Carlos subió al vagón y sorteó en el pasillo a los que salían. Ella lo miró, a punto de derrumbarse. Observó que tenía los ojos cansados y pinceladas de plata en las sienes. Pero era él, su hombre para siempre. Cuando sintió sus brazos cerró los ojos y lloró.

Cuatro

Potius sero quarn nunquam.

(Mejor tarde que nunca.)

TITO LIVIO

Asturias, octubre de 1953

El buque
Portrieux
, de ciento siete metros de eslora y cuatro mil toneladas de carga, atracó en el espigón Uno de El Musel cuando la noche se rendía a las primeras claridades. Navegaba bajo pabellón francés y llegaba de Amberes con desbastes para la industria metalúrgica, consignado por Duro-Felguera. El puerto, donde estaría una semana para la descarga de su bodega y posterior llenado con carbón, hervía de actividad, con los muelles llenos de mercantes procedentes de diversos países de Europa.

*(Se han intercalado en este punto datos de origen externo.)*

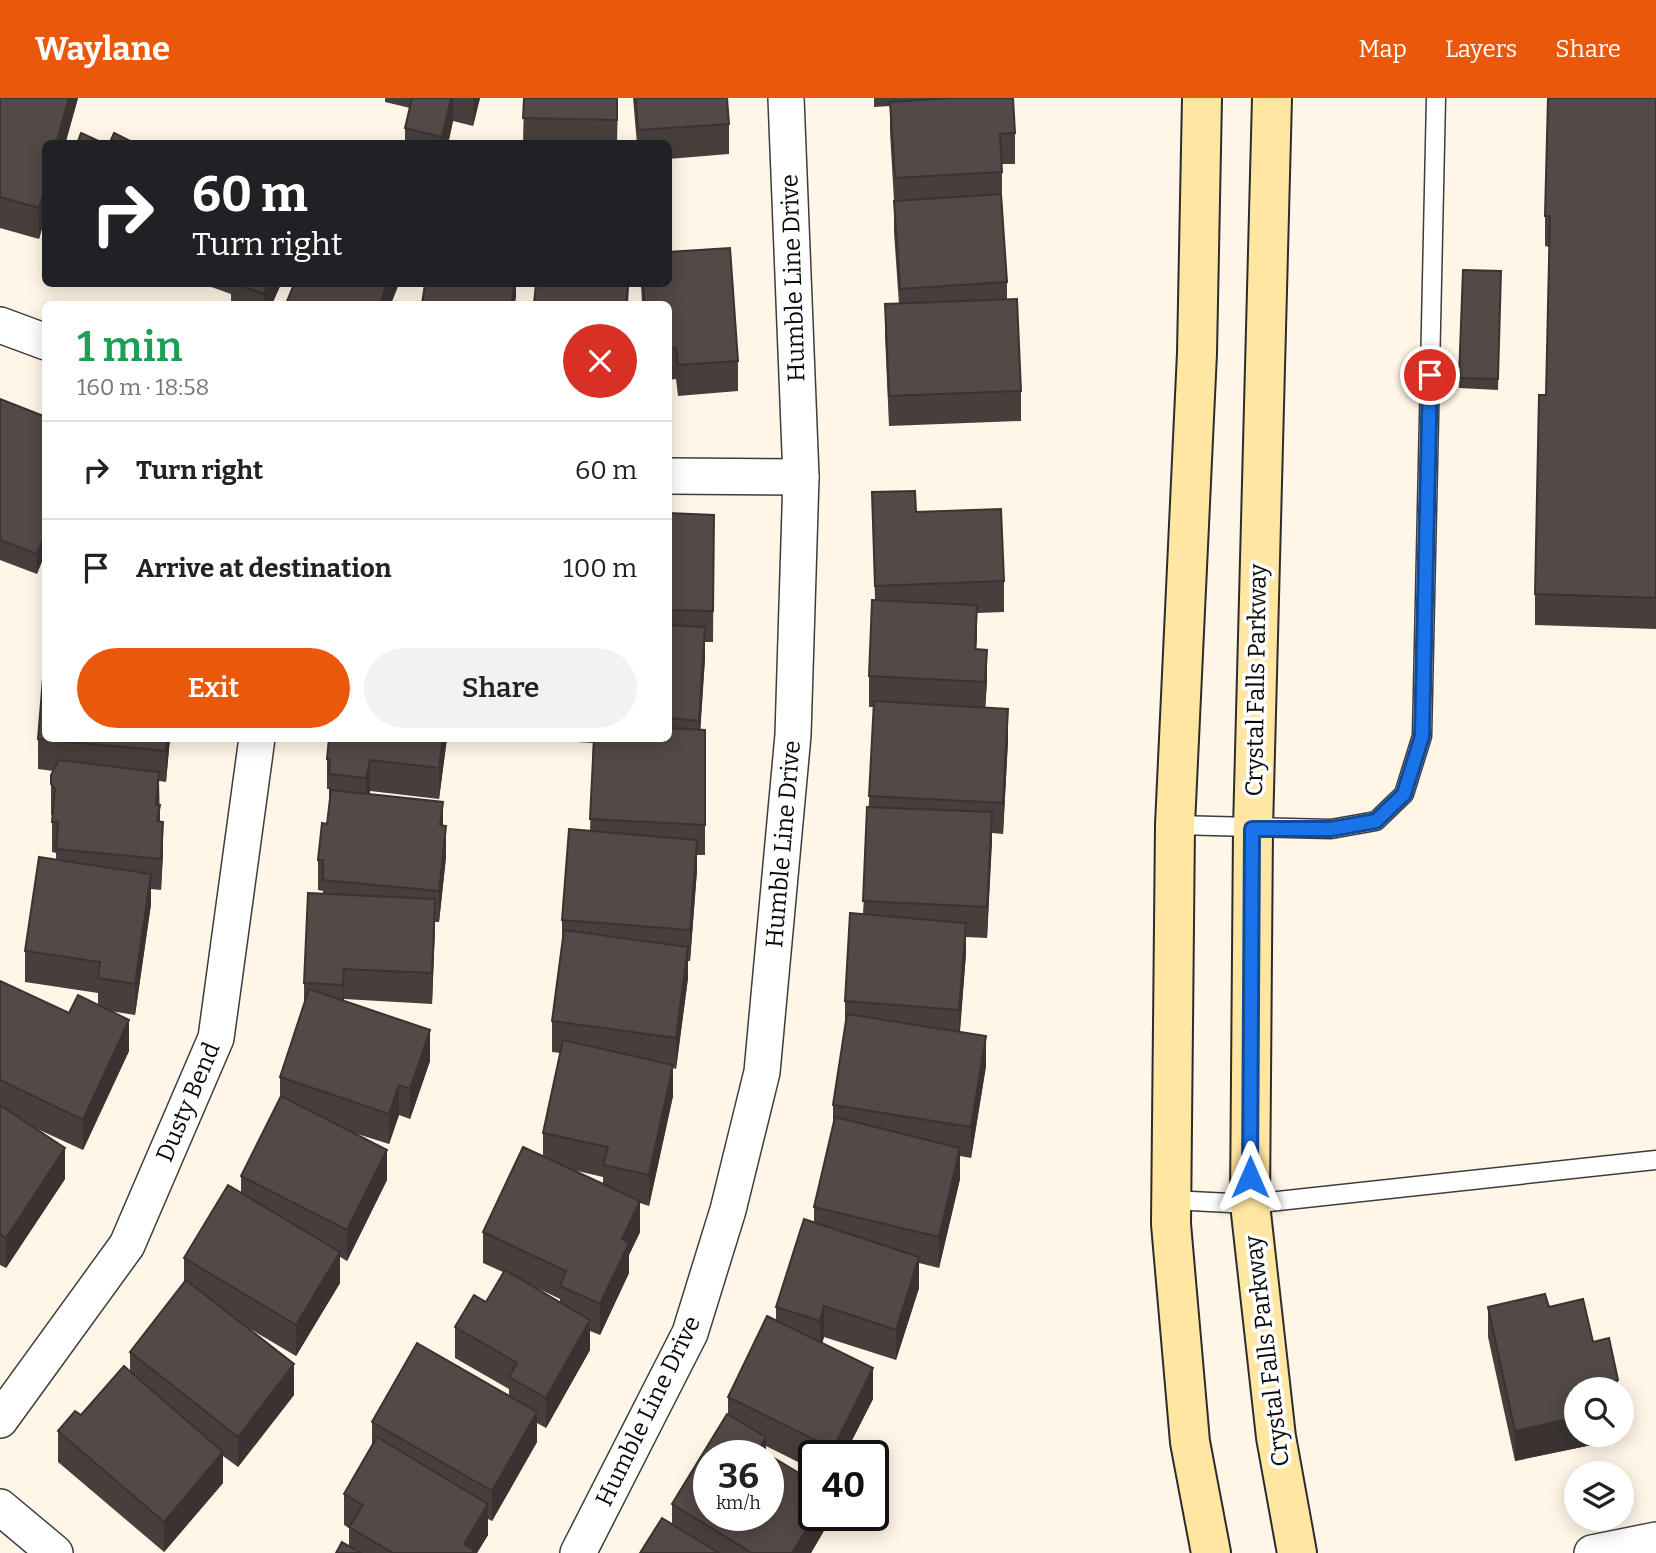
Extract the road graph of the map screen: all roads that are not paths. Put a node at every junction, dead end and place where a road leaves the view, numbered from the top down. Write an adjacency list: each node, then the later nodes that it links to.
1 (786, 98): 8 (street, Humble Line Drive)
2 (1202, 98): 10 (street)
3 (1272, 98): 11 (street, Crystal Falls Parkway)
4 (1436, 98): 11 (lane)
5 (0, 325): 6 (street)
6 (42, 341)
7 (672, 476): 8 (street)
8 (801, 477): 19 (street, Humble Line Drive)
9 (256, 742): 15 (street, Dusty Bend)
10 (1175, 825): 11 (lane); 13 (street)
11 (1252, 829): 14 (street, Crystal Falls Parkway)
12 (1656, 1160): 14 (lane)
13 (1171, 1200): 14 (lane); 20 (street)
14 (1250, 1204): 21 (street, Crystal Falls Parkway)
15 (0, 1420)
16 (0, 1507): 18 (street)
17 (1655, 1544): 22 (street)
18 (55, 1553)
19 (578, 1553)
20 (1211, 1553)
21 (1297, 1553)
22 (1592, 1553)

Al atardecer del primer día, varios marineros del carguero salieron para relajarse en los numerosos chigres del lugar o desahogarse en los lupanares del barrio viejo. En la aduana se cruzaron con otros que procedentes de otros barcos salían o volvían de sus rondas. Eran gentes rudas, trabajadas, con predominio de anatomías fornidas y cabellos dorados.

Dos hombres altos de distinta contextura, separados en el tumulto, enseñaron sus pasaportes y permisos de dos días en el control donde la policía portuaria ejercía una vigilancia extrema. Procuraban no llamar la atención de nadie y menos de los carabineros, a los que no debían mirar nunca a los ojos. Vestían los chaquetones corrientes de la gente del mar, iban bien afeitados y llevaban una mochila de lona oscura colgada al hombro. El funcionario del puesto miró sus documentos con la acostumbrada atención. Italiano y francés. Numerosos sellos de entrada y salida a diferentes puertos indicaban que eran marineros veteranos. Puso el sello y anotó la fecha límite de estancia. Los dos hombres, siempre por separado, salieron a la transitada calle y tomaron el lento y destartalado tranvía que unía el puerto con la ciudad. En la gran estación de Renfe sacaron billetes de tercera clase de ida y vuelta, uno para Madrid y el otro para León, en el expreso que saldría a las 22 horas hacia la capital. Cada uno por su lado consumió su tiempo en las sidrerías de Cimadevilla, único lugar animado de la ciudad a esas horas. Cuando el tren salió, ellos se situaron en distintos lugares, disimulados entre los numerosos viajeros. El tren se detuvo en Oviedo, donde terminó de llenarse. En esas primeras horas el guirigay de la gente era tremendo, con muchos hablando en voz alta de sus proyectos. No eran pocos los que emigraban a Alemania y otros lugares de Europa.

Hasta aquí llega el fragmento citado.